§ Work task
Exact reproduction, images excluded: write out the records below.

● ● ● ● ● ● ●

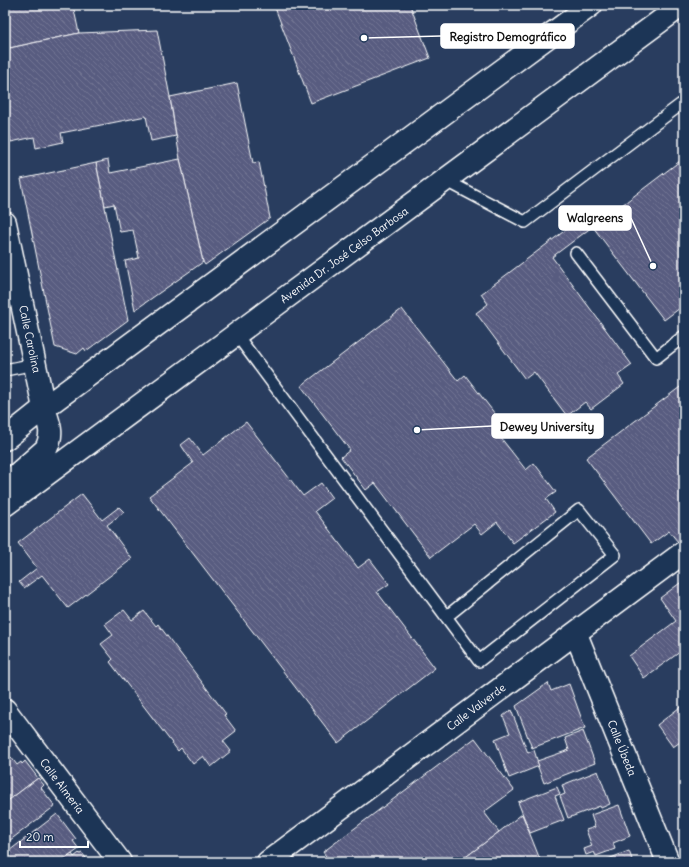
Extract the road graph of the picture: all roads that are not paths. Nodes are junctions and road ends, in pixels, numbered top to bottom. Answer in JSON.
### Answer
{"nodes":[{"id":1,"x":590,"y":5,"type":"edge"},
{"id":2,"x":682,"y":5,"type":"edge"},
{"id":3,"x":684,"y":102,"type":"edge"},
{"id":4,"x":445,"y":180,"type":"junction"},
{"id":5,"x":5,"y":223,"type":"edge"},
{"id":6,"x":576,"y":253,"type":"dead end"},
{"id":7,"x":236,"y":334,"type":"junction"},
{"id":8,"x":684,"y":336,"type":"edge"},
{"id":9,"x":35,"y":364,"type":"junction"},
{"id":10,"x":5,"y":370,"type":"edge"},
{"id":11,"x":44,"y":408,"type":"junction"},
{"id":12,"x":5,"y":439,"type":"edge"},
{"id":13,"x":5,"y":485,"type":"edge"},
{"id":14,"x":5,"y":505,"type":"edge"},
{"id":15,"x":684,"y":552,"type":"edge"},
{"id":16,"x":446,"y":617,"type":"junction"},
{"id":17,"x":576,"y":634,"type":"junction"},
{"id":18,"x":5,"y":710,"type":"edge"},
{"id":19,"x":120,"y":862,"type":"edge"},
{"id":20,"x":268,"y":862,"type":"edge"},
{"id":21,"x":668,"y":862,"type":"edge"}],
"edges":[{"from":1,"to":11,"type":"main road"},
{"from":2,"to":4,"type":"main road","name":"Avenida Dr. José Celso Barbosa"},
{"from":3,"to":4,"type":"lane"},
{"from":4,"to":7,"type":"main road","name":"Avenida Dr. José Celso Barbosa"},
{"from":5,"to":9,"type":"main road","name":"Calle Carolina"},
{"from":6,"to":8,"type":"lane"},
{"from":7,"to":14,"type":"main road","name":"Avenida Dr. José Celso Barbosa"},
{"from":7,"to":16,"type":"lane"},
{"from":9,"to":10,"type":"lane"},
{"from":9,"to":11,"type":"main road","name":"Calle Carolina"},
{"from":11,"to":12,"type":"main road"},
{"from":11,"to":13,"type":"main road","name":"Calle Carolina"},
{"from":15,"to":17,"type":"main road","name":"Calle Valverde"},
{"from":16,"to":16,"type":"lane"},
{"from":17,"to":20,"type":"main road","name":"Calle Valverde"},
{"from":17,"to":21,"type":"main road","name":"Calle Úbeda"},
{"from":18,"to":19,"type":"main road","name":"Calle Almería"}]}
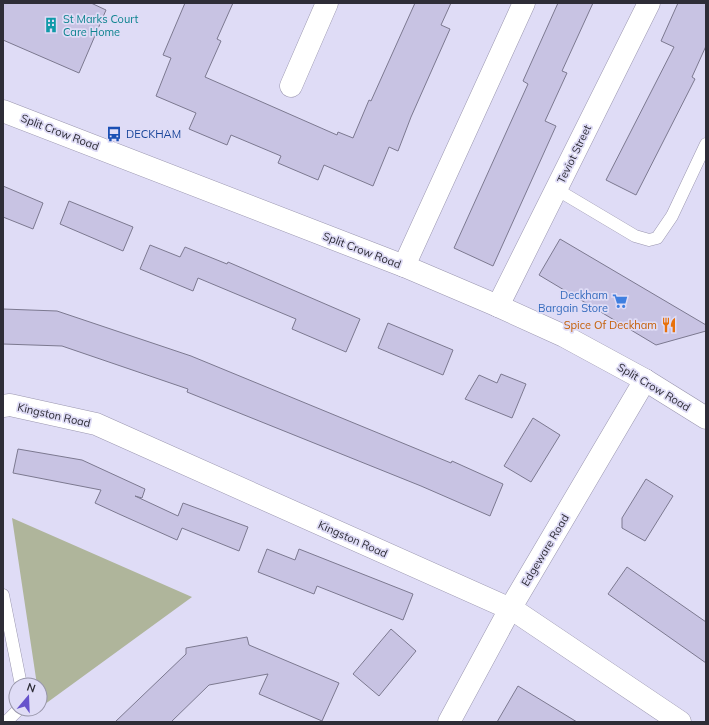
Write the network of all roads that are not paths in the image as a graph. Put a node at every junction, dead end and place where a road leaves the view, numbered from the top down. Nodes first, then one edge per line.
1 (327, 3) edge
2 (524, 3) edge
3 (649, 3) edge
4 (291, 86) dead end
5 (3, 111) edge
6 (706, 144) edge
7 (556, 189) junction
8 (404, 266) junction
9 (498, 306) junction
10 (645, 380) junction
11 (3, 406) edge
12 (706, 418) edge
13 (3, 595) edge
14 (510, 609) junction
15 (19, 677) edge
16 (449, 722) edge
17 (680, 722) edge

1 - 4 street
2 - 8 street
3 - 7 street, Teviot Street
5 - 8 street, Split Crow Road
6 - 7 lane
7 - 9 street, Teviot Street
8 - 9 street, Split Crow Road
9 - 10 street, Split Crow Road
10 - 12 street, Split Crow Road
10 - 14 street, Edgeware Road
11 - 14 street, Kingston Road
13 - 15 lane
14 - 16 street, Edgeware Road
14 - 17 street, Kingston Road

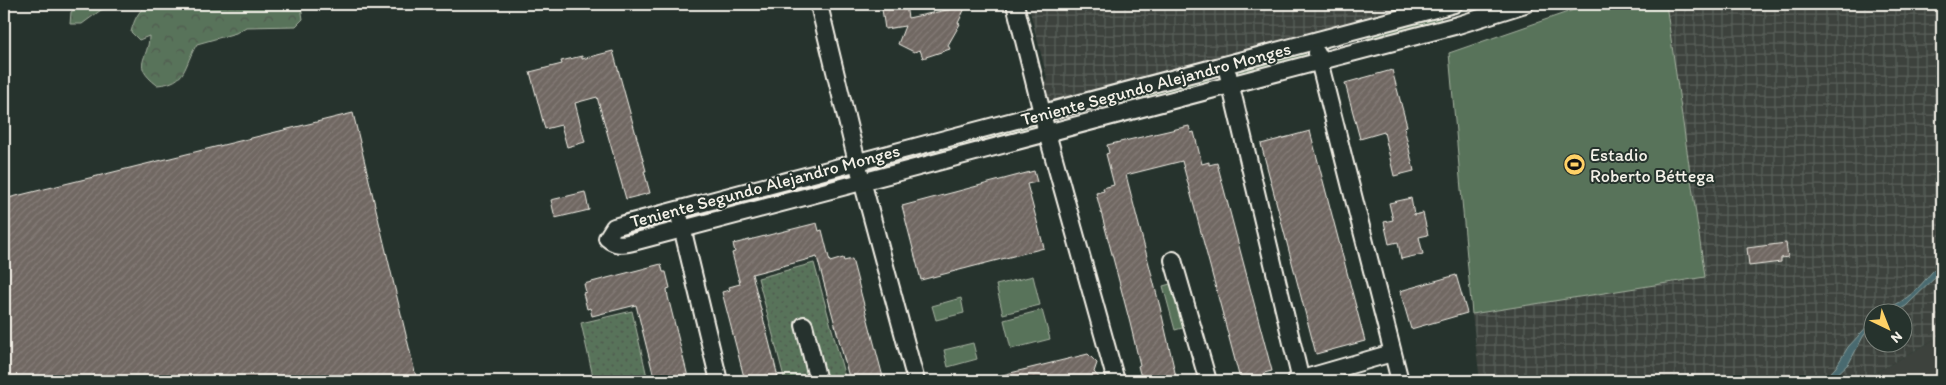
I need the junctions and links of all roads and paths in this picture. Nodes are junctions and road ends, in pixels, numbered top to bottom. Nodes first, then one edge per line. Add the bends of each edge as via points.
1 (823, 4) edge
2 (1016, 4) edge
3 (1452, 4) edge
4 (1525, 4) edge
5 (1458, 25) junction
6 (1313, 41) junction
7 (1320, 61) junction
8 (1225, 64) junction
9 (1231, 85) junction
10 (1042, 113) junction
11 (1047, 133) junction
12 (857, 162) junction
13 (862, 182) junction
14 (678, 210) junction
15 (683, 229) junction
16 (1173, 260) dead end
17 (804, 326) dead end
18 (1392, 353) junction
19 (719, 381) edge
20 (818, 381) edge
21 (916, 381) edge
22 (1116, 381) edge
23 (1208, 381) edge
24 (1299, 381) edge
25 (1400, 381) edge

1 - 12 street via 819,5
2 - 10 street
3 - 5 street
3 - 6 street, Teniente Segundo Alejandro Monges
4 - 5 street, Teniente Segundo Alejandro Monges
5 - 7 street, Teniente Segundo Alejandro Monges
6 - 7 street
6 - 8 street, Teniente Segundo Alejandro Monges
7 - 9 street, Teniente Segundo Alejandro Monges
7 - 18 street
8 - 9 street
8 - 10 street, Teniente Segundo Alejandro Monges
9 - 11 street, Teniente Segundo Alejandro Monges
9 - 24 street
10 - 11 street
10 - 12 street, Teniente Segundo Alejandro Monges
11 - 13 street, Teniente Segundo Alejandro Monges
11 - 22 street
12 - 13 street
12 - 14 street, Teniente Segundo Alejandro Monges
13 - 15 street, Teniente Segundo Alejandro Monges
13 - 21 street
14 - 15 street
14 - 15 street, Teniente Segundo Alejandro Monges via 614,227 608,238 620,245
15 - 19 street
16 - 23 street
17 - 20 street
18 - 24 street
18 - 25 street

● ● ● ● ● ● ●

§ Answer section
Extract the road graph of the picture: all roads that are not paths. Nodes are junctions and road ends, in pixels, numbered top to bottom. Answer in JSON.
### Answer
{"nodes":[{"id":1,"x":590,"y":5,"type":"edge"},
{"id":2,"x":682,"y":5,"type":"edge"},
{"id":3,"x":684,"y":102,"type":"edge"},
{"id":4,"x":445,"y":180,"type":"junction"},
{"id":5,"x":5,"y":223,"type":"edge"},
{"id":6,"x":576,"y":253,"type":"dead end"},
{"id":7,"x":236,"y":334,"type":"junction"},
{"id":8,"x":684,"y":336,"type":"edge"},
{"id":9,"x":35,"y":364,"type":"junction"},
{"id":10,"x":5,"y":370,"type":"edge"},
{"id":11,"x":44,"y":408,"type":"junction"},
{"id":12,"x":5,"y":439,"type":"edge"},
{"id":13,"x":5,"y":485,"type":"edge"},
{"id":14,"x":5,"y":505,"type":"edge"},
{"id":15,"x":684,"y":552,"type":"edge"},
{"id":16,"x":446,"y":617,"type":"junction"},
{"id":17,"x":576,"y":634,"type":"junction"},
{"id":18,"x":5,"y":710,"type":"edge"},
{"id":19,"x":120,"y":862,"type":"edge"},
{"id":20,"x":268,"y":862,"type":"edge"},
{"id":21,"x":668,"y":862,"type":"edge"}],
"edges":[{"from":1,"to":11,"type":"main road"},
{"from":2,"to":4,"type":"main road","name":"Avenida Dr. José Celso Barbosa"},
{"from":3,"to":4,"type":"lane"},
{"from":4,"to":7,"type":"main road","name":"Avenida Dr. José Celso Barbosa"},
{"from":5,"to":9,"type":"main road","name":"Calle Carolina"},
{"from":6,"to":8,"type":"lane"},
{"from":7,"to":14,"type":"main road","name":"Avenida Dr. José Celso Barbosa"},
{"from":7,"to":16,"type":"lane"},
{"from":9,"to":10,"type":"lane"},
{"from":9,"to":11,"type":"main road","name":"Calle Carolina"},
{"from":11,"to":12,"type":"main road"},
{"from":11,"to":13,"type":"main road","name":"Calle Carolina"},
{"from":15,"to":17,"type":"main road","name":"Calle Valverde"},
{"from":16,"to":16,"type":"lane"},
{"from":17,"to":20,"type":"main road","name":"Calle Valverde"},
{"from":17,"to":21,"type":"main road","name":"Calle Úbeda"},
{"from":18,"to":19,"type":"main road","name":"Calle Almería"}]}
Write the network of all roads that are not paths in the image as a graph. Put a node at every junction, dead end and place where a road leaves the view, numbered from the top down. Nodes first, then one edge per line.
1 (327, 3) edge
2 (524, 3) edge
3 (649, 3) edge
4 (291, 86) dead end
5 (3, 111) edge
6 (706, 144) edge
7 (556, 189) junction
8 (404, 266) junction
9 (498, 306) junction
10 (645, 380) junction
11 (3, 406) edge
12 (706, 418) edge
13 (3, 595) edge
14 (510, 609) junction
15 (19, 677) edge
16 (449, 722) edge
17 (680, 722) edge

1 - 4 street
2 - 8 street
3 - 7 street, Teviot Street
5 - 8 street, Split Crow Road
6 - 7 lane
7 - 9 street, Teviot Street
8 - 9 street, Split Crow Road
9 - 10 street, Split Crow Road
10 - 12 street, Split Crow Road
10 - 14 street, Edgeware Road
11 - 14 street, Kingston Road
13 - 15 lane
14 - 16 street, Edgeware Road
14 - 17 street, Kingston Road

I need the junctions and links of all roads and paths in this picture. Nodes are junctions and road ends, in pixels, numbered top to bottom. Nodes first, then one edge per line. Add the bends of each edge as via points.
1 (823, 4) edge
2 (1016, 4) edge
3 (1452, 4) edge
4 (1525, 4) edge
5 (1458, 25) junction
6 (1313, 41) junction
7 (1320, 61) junction
8 (1225, 64) junction
9 (1231, 85) junction
10 (1042, 113) junction
11 (1047, 133) junction
12 (857, 162) junction
13 (862, 182) junction
14 (678, 210) junction
15 (683, 229) junction
16 (1173, 260) dead end
17 (804, 326) dead end
18 (1392, 353) junction
19 (719, 381) edge
20 (818, 381) edge
21 (916, 381) edge
22 (1116, 381) edge
23 (1208, 381) edge
24 (1299, 381) edge
25 (1400, 381) edge

1 - 12 street via 819,5
2 - 10 street
3 - 5 street
3 - 6 street, Teniente Segundo Alejandro Monges
4 - 5 street, Teniente Segundo Alejandro Monges
5 - 7 street, Teniente Segundo Alejandro Monges
6 - 7 street
6 - 8 street, Teniente Segundo Alejandro Monges
7 - 9 street, Teniente Segundo Alejandro Monges
7 - 18 street
8 - 9 street
8 - 10 street, Teniente Segundo Alejandro Monges
9 - 11 street, Teniente Segundo Alejandro Monges
9 - 24 street
10 - 11 street
10 - 12 street, Teniente Segundo Alejandro Monges
11 - 13 street, Teniente Segundo Alejandro Monges
11 - 22 street
12 - 13 street
12 - 14 street, Teniente Segundo Alejandro Monges
13 - 15 street, Teniente Segundo Alejandro Monges
13 - 21 street
14 - 15 street
14 - 15 street, Teniente Segundo Alejandro Monges via 614,227 608,238 620,245
15 - 19 street
16 - 23 street
17 - 20 street
18 - 24 street
18 - 25 street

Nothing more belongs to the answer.